All members of ETP4HPC were invited to register their interest in working with an SRA 4 Working Group and suggest a Research Cluster.  Our work on the SRA was supported by EXDCI-2 and involved many of our academic and industrial members as well as organisations from the related areas of Big Data and IoT (BDVA, HiPEAC...).

This SRA’s structure differs from those of the previous SRAs. We have kept the concept of vertical areas (see figure), corresponding to the different elements of the supercomputing stack or the use of HPC. The following is a list of the corresponding Working Groups and their Leaders (and Organisations).

  • System Architecture – Laurent Cargemel (Atos)  and Estela Suarez (Juelich SC)
  • System Hardware Components – Marc Duranton (CEA) and Benny Koren (Mellanox)
  • System Software & Management – Pascale Rossé-Laurent (Atos) and María S. Pérez-Hernández (Universidad Politécnica de Madrid)
  • Programming Environment – Guy Lonsdale (Scapos) and Paul Carpenter (BSC) and Gabriel Antoniu (Inria)
  • I/O & Storage – Sai Narasimhamurthy (Seagate) and André Brinkman (Universität Mainz – JGU)
  • Mathematics & Algorithms – Dirk Pleiter (Julich SC) and Adrian Tate (Cray)
  • Centre-to-Edge Framework – Jens Krueger (Fraunhofer) and Hans-Christian Hoppe (Intel)
  • Application co-design - Erwin Laure (KTH) and Andreas Wierse (SICOS)

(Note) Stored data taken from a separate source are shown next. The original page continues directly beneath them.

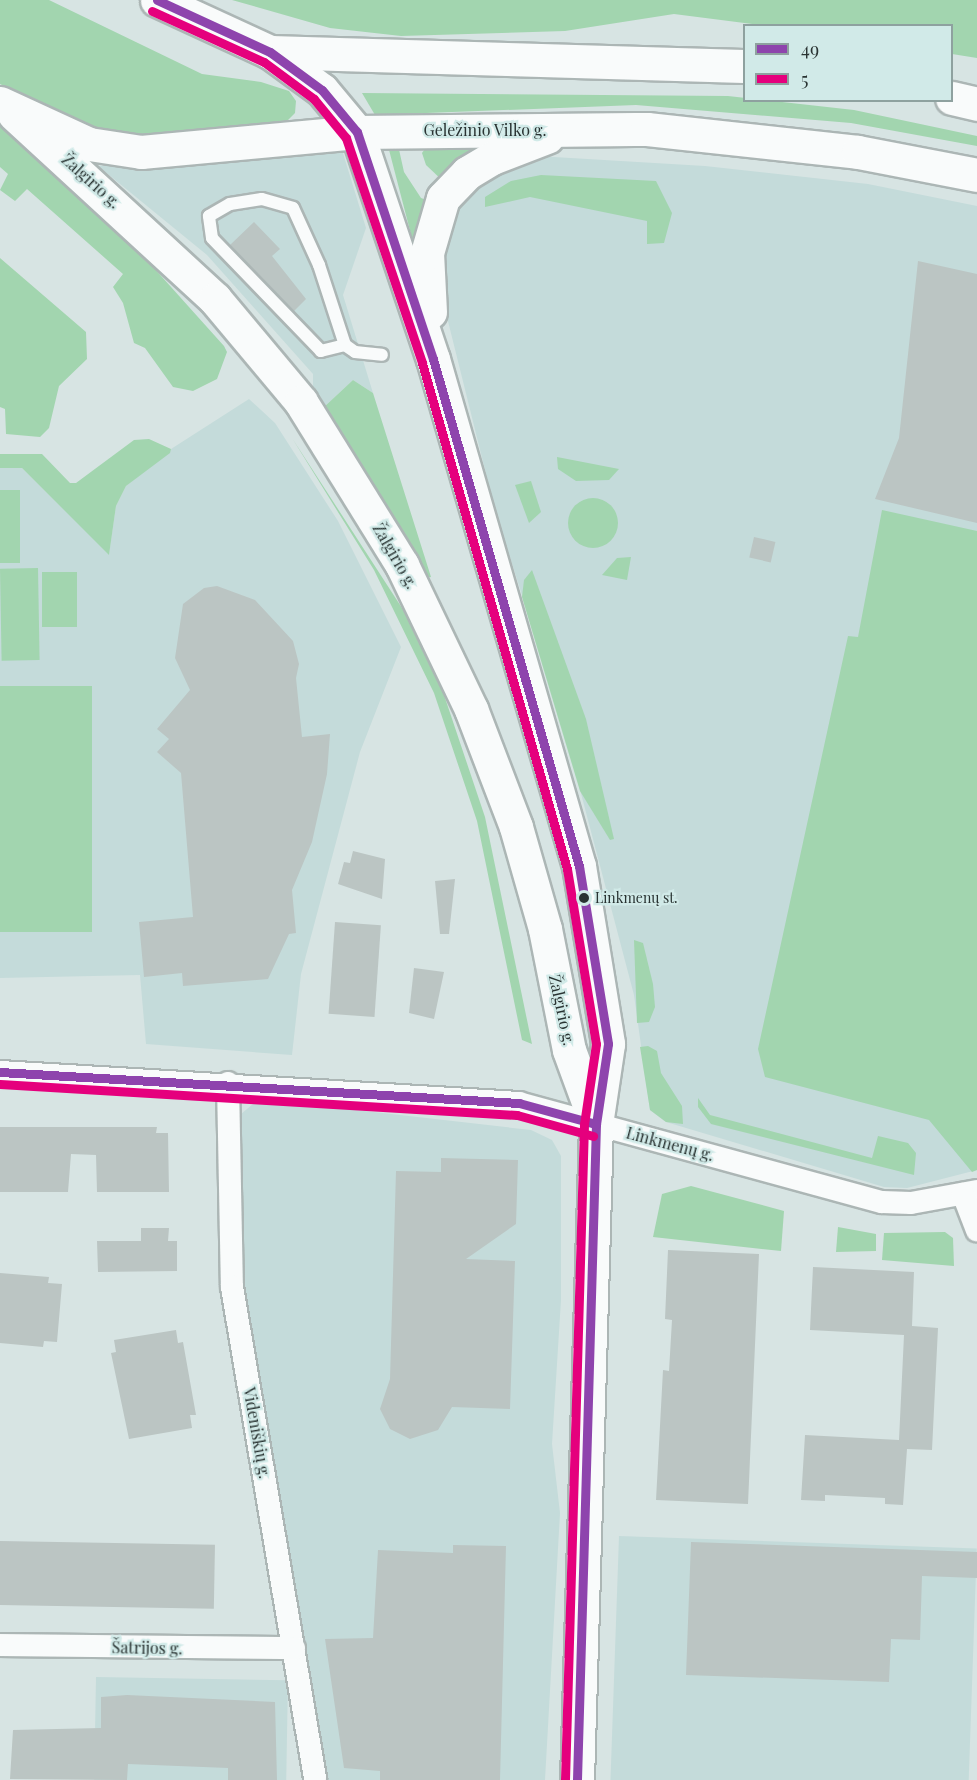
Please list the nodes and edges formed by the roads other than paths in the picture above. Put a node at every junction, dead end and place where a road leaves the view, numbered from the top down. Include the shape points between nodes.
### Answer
1 (157, 0) edge
2 (270, 52) junction
3 (743, 66) edge
4 (953, 98) edge
5 (0, 103) edge
6 (977, 104) edge
7 (566, 130) junction
8 (357, 132) junction
9 (977, 176) edge
10 (345, 345) junction
11 (382, 356) dead end
12 (433, 359) junction
13 (0, 1072) edge
14 (228, 1083) junction
15 (596, 1124) junction
16 (970, 1193) edge
17 (977, 1230) edge
18 (0, 1645) edge
19 (294, 1648) junction
20 (315, 1780) edge
21 (577, 1780) edge

1 - 2 main road
2 - 3 main road
2 - 8 main road, Žalgirio g. via 322,90
4 - 6 main road
5 - 8 main road, Geležinio Vilko g. via 89,144 141,152
5 - 15 main road, Žalgirio g. via 82,173 214,299 301,402 402,565 471,709 516,827 545,929 569,1050
7 - 8 main road, Geležinio Vilko g.
7 - 9 main road, Geležinio Vilko g. via 647,129 754,138 858,152
7 - 12 main road via 492,158 467,173 443,198 427,253
8 - 12 main road, Žalgirio g.
10 - 10 lane via 319,265 293,207 262,199 230,204 209,216 212,238 321,351
10 - 11 lane via 355,352
12 - 15 main road, Žalgirio g. via 579,866 608,1044
13 - 14 street, Linkmenų g.
14 - 15 street, Linkmenų g. via 519,1103
14 - 19 street, Videniškių g. via 232,1287
15 - 16 street, Linkmenų g. via 882,1202 911,1203
15 - 21 main road, Žalgirio g.
16 - 17 street
18 - 19 street, Šatrijos g.
19 - 20 street, Videniškių g.

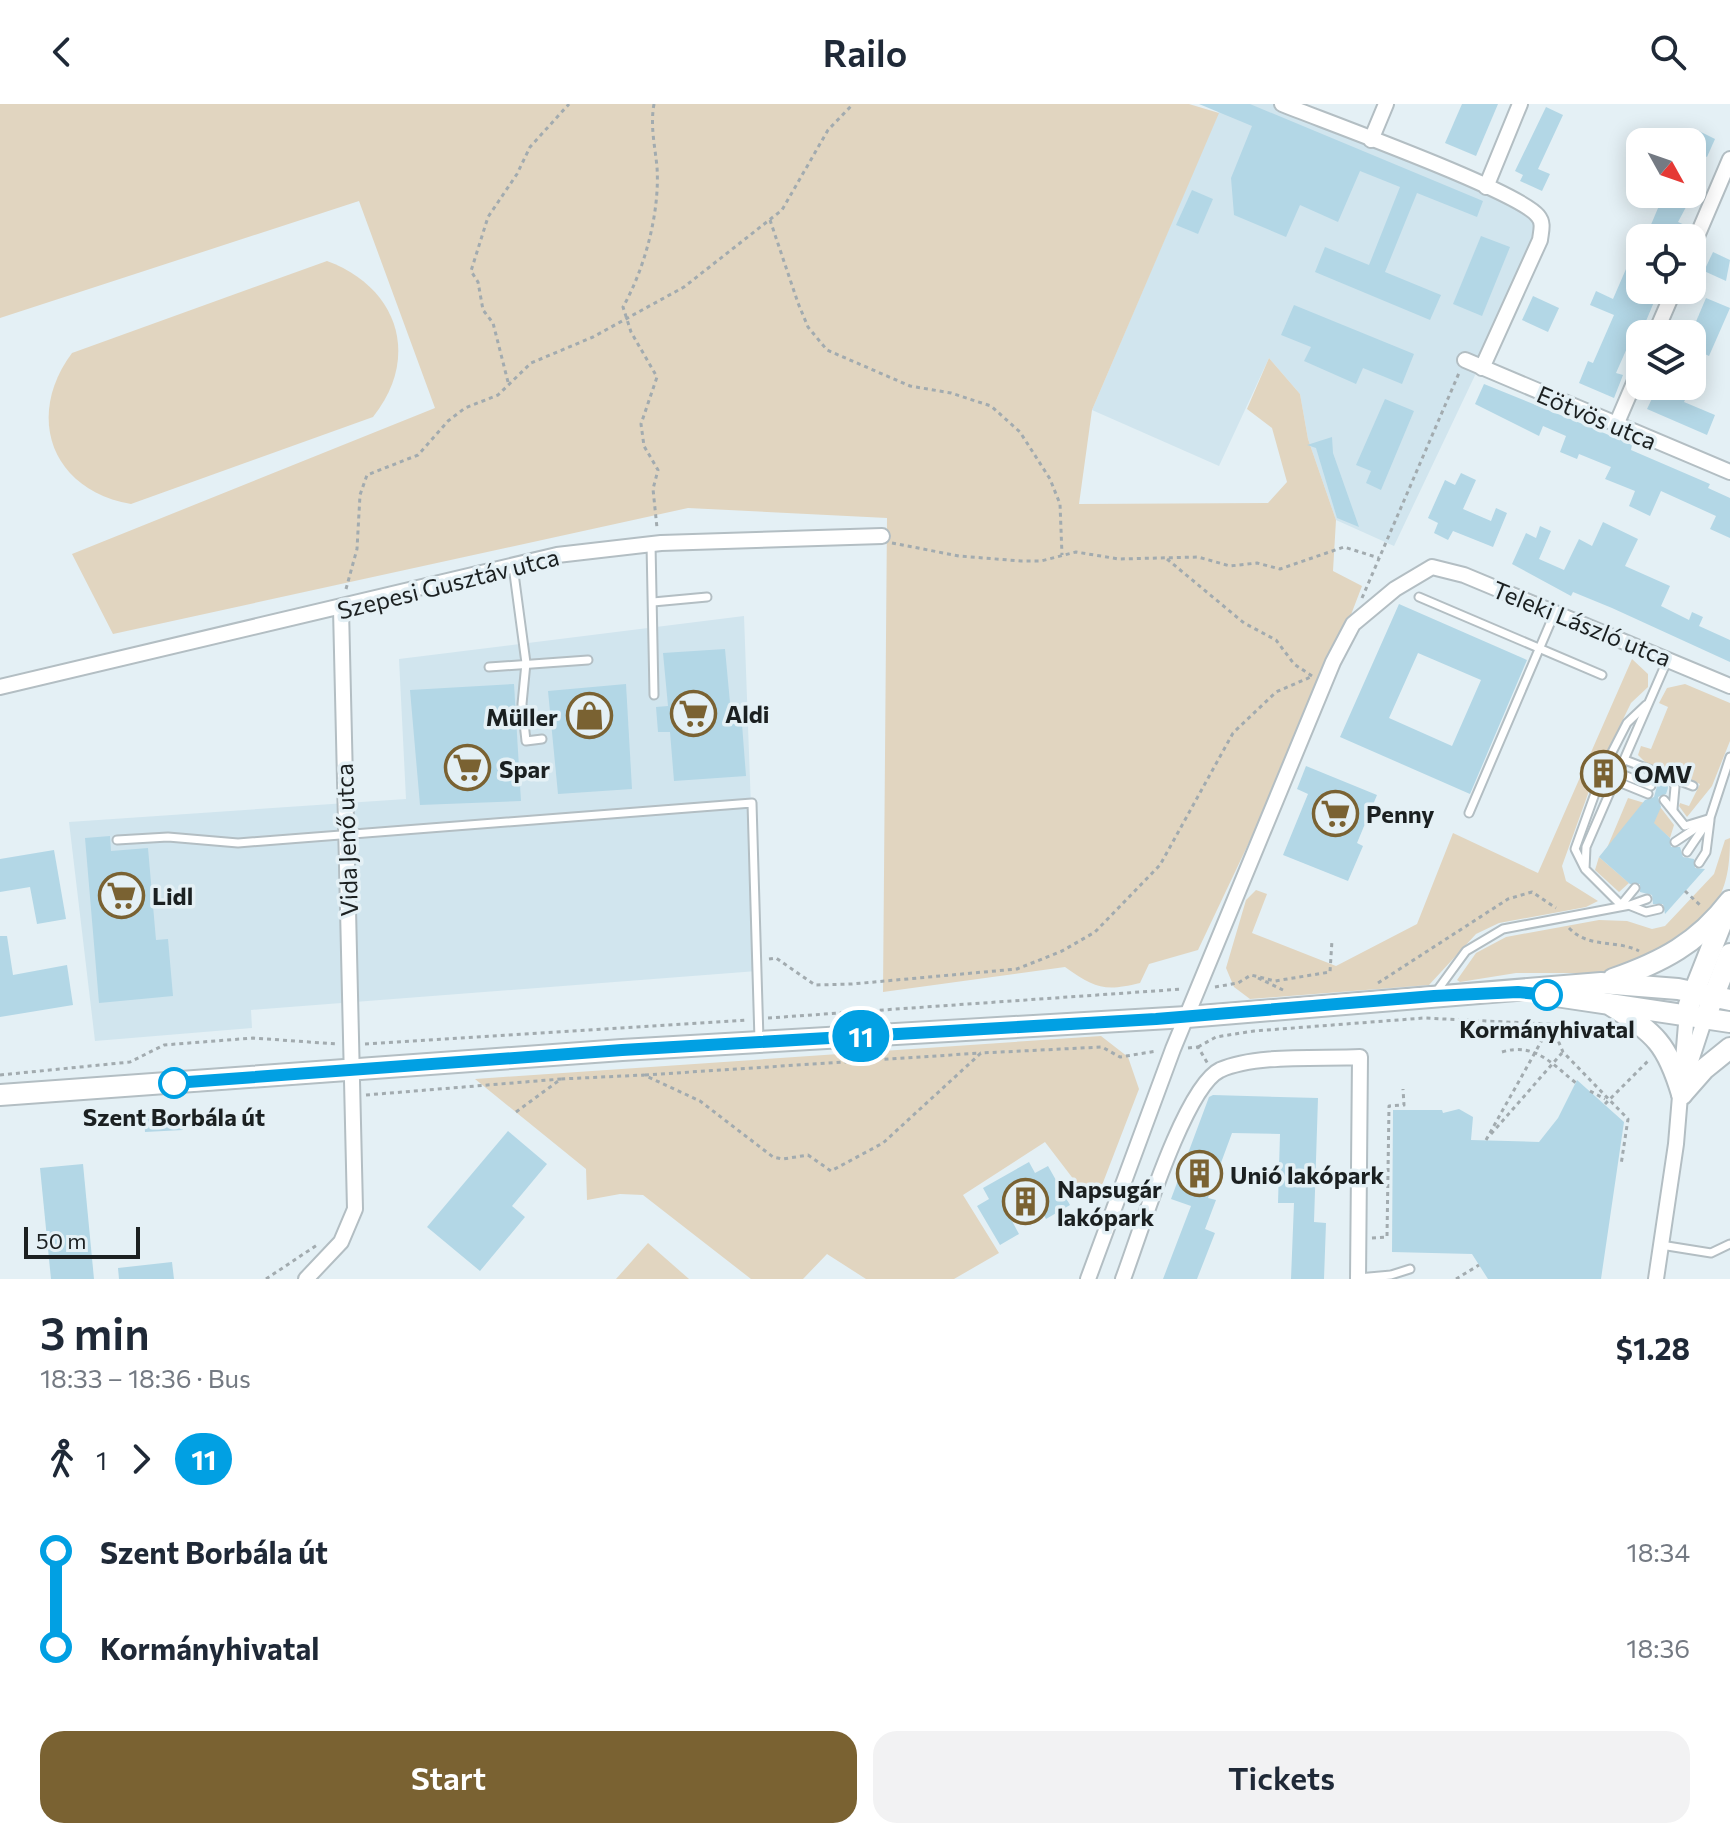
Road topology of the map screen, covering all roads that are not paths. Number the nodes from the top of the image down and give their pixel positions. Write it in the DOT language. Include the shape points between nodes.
graph roads {
  1 [pos="1282,104"];
  2 [pos="1386,104"];
  3 [pos="1520,104"];
  4 [pos="1371,140"];
  5 [pos="1730,159"];
  6 [pos="1486,187"];
  7 [pos="1702,224"];
  8 [pos="1465,360"];
  9 [pos="1482,368"];
  10 [pos="1627,400"];
  11 [pos="1616,425"];
  12 [pos="1730,472"];
  13 [pos="882,536"];
  14 [pos="656,544"];
  15 [pos="513,566"];
  16 [pos="707,597"];
  17 [pos="1419,597"];
  18 [pos="653,602"];
  19 [pos="341,609"];
  20 [pos="1555,612"];
  21 [pos="1539,649"];
  22 [pos="1668,659"];
  23 [pos="588,660"];
  24 [pos="526,663"];
  25 [pos="489,667"];
  26 [pos="1602,675"];
  27 [pos="1730,686"];
  28 [pos="0,687"];
  29 [pos="654,695"];
  30 [pos="1649,703"];
  31 [pos="542,739"];
  32 [pos="1730,757"];
  33 [pos="1609,758"];
  34 [pos="1625,760"];
  35 [pos="1618,777"];
  36 [pos="1672,778"];
  37 [pos="1693,786"];
  38 [pos="1597,788"];
  39 [pos="1649,790"];
  40 [pos="1469,813"];
  41 [pos="1710,818"];
  42 [pos="344,833"];
  43 [pos="117,840"];
  44 [pos="1675,842"];
  45 [pos="1687,852"];
  46 [pos="1699,863"];
  47 [pos="1585,869"];
  48 [pos="1635,888"];
  49 [pos="1647,899"];
  50 [pos="1730,901"];
  51 [pos="1625,905"];
  52 [pos="1659,909"];
  53 [pos="1730,954"];
  54 [pos="1603,992"];
  55 [pos="1692,992"];
  56 [pos="1434,996"];
  57 [pos="1709,1006"];
  58 [pos="1187,1017"];
  59 [pos="1730,1022"];
  60 [pos="760,1044"];
  61 [pos="1730,1048"];
  62 [pos="354,1071"];
  63 [pos="1682,1094"];
  64 [pos="0,1095"];
  65 [pos="1661,1245"];
  66 [pos="1729,1247"];
  67 [pos="1410,1269"];
  68 [pos="306,1279"];
  69 [pos="1088,1279"];
  70 [pos="1123,1279"];
  71 [pos="1358,1279"];
  72 [pos="1656,1279"];
  1 -- 4 [label="street"];
  2 -- 4 [label="street"];
  3 -- 6 [label="street"];
  4 -- 6 [label="street"];
  5 -- 7 [label="street"];
  6 -- 9 [label="street" via="1526,206 1542,223 1540,240"];
  8 -- 9 [label="street, Eötvös utca"];
  9 -- 11 [label="street, Eötvös utca"];
  10 -- 11 [label="street"];
  11 -- 12 [label="street, Eötvös utca"];
  13 -- 14 [label="street, Szepesi Gusztáv utca"];
  14 -- 15 [label="street, Szepesi Gusztáv utca" via="557,555"];
  14 -- 18 [label="lane"];
  15 -- 19 [label="street, Szepesi Gusztáv utca"];
  15 -- 24 [label="lane"];
  16 -- 18 [label="lane"];
  17 -- 21 [label="lane"];
  18 -- 29 [label="lane"];
  19 -- 28 [label="street, Szepesi Gusztáv utca"];
  19 -- 42 [label="street, Vida Jenő utca"];
  20 -- 21 [label="lane"];
  20 -- 22 [label="street, Teleki László utca"];
  20 -- 58 [label="street, Teleki László utca" via="1432,567 1353,624 1319,678"];
  21 -- 26 [label="lane"];
  21 -- 40 [label="lane"];
  22 -- 27 [label="street, Teleki László utca"];
  22 -- 30 [label="lane"];
  23 -- 24 [label="lane"];
  24 -- 25 [label="lane"];
  24 -- 31 [label="lane" via="526,741"];
  30 -- 33 [label="lane" via="1627,723"];
  30 -- 34 [label="lane"];
  32 -- 41 [label="lane"];
  34 -- 35 [label="lane"];
  34 -- 36 [label="lane"];
  35 -- 39 [label="lane"];
  35 -- 47 [label="lane" via="1586,847"];
  36 -- 37 [label="lane"];
  36 -- 41 [label="lane" via="1668,797 1685,826"];
  38 -- 47 [label="lane" via="1575,849"];
  41 -- 44 [label="lane"];
  41 -- 45 [label="lane"];
  41 -- 46 [label="lane" via="1706,852"];
  42 -- 43 [label="lane" via="238,843 168,837"];
  42 -- 60 [label="lane" via="752,803"];
  42 -- 62 [label="street, Vida Jenő utca"];
  47 -- 51 [label="lane"];
  48 -- 51 [label="lane"];
  49 -- 51 [label="lane"];
  50 -- 54 [label="street" via="1711,925 1666,960"];
  50 -- 55 [label="street"];
  51 -- 52 [label="lane" via="1646,912"];
  51 -- 56 [label="lane" via="1503,929 1466,951"];
  53 -- 57 [label="street"];
  54 -- 55 [label="street"];
  54 -- 56 [label="street"];
  54 -- 57 [label="street"];
  54 -- 63 [label="street" via="1662,1042"];
  55 -- 57 [label="street"];
  56 -- 58 [label="street"];
  57 -- 59 [label="street"];
  57 -- 63 [label="street"];
  58 -- 60 [label="street"];
  58 -- 69 [label="street"];
  60 -- 62 [label="street"];
  61 -- 63 [label="street"];
  62 -- 64 [label="street"];
  62 -- 68 [label="street, Vida Jenő utca" via="355,1209 341,1242"];
  63 -- 65 [label="street"];
  65 -- 66 [label="lane" via="1711,1253"];
  65 -- 72 [label="street"];
  67 -- 71 [label="lane"];
  70 -- 71 [label="street" via="1189,1106 1215,1074 1241,1063 1360,1057"];
}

The full list of experts who contributed to SRA4 is here.

 

In addition, we introduced a number of ‘horizontal’ Research Clusters, addressing the most important research challenges for Work Programmes 2021-2022 and beyond. The final set of Clusters was selected based on technical contents as well as on relevance according to the following parameters:

  • Relevance & Impact (why do this?) - In general, why is this Cluster’s contribution important for the future work programmes?
  • Maturity (time to market) - How long will it take approximately for the technology, features and functions addressed by the cluster to turn into commercially available products or services? 
  • Hurdles to overcome - What are the main R&D hurdles presented by the Cluster? These could be of e.g. technological, skills, infrastructure, financial investment, risk or legal nature.
  • Driving competencies in Europe - Where are the competences necessary for a successful execution of the R&D associated with the Cluster? In Europe and outside of Europe?
  • Cost of research to achieve significant uptake - What financial investment is necessary to produce commercially usable results?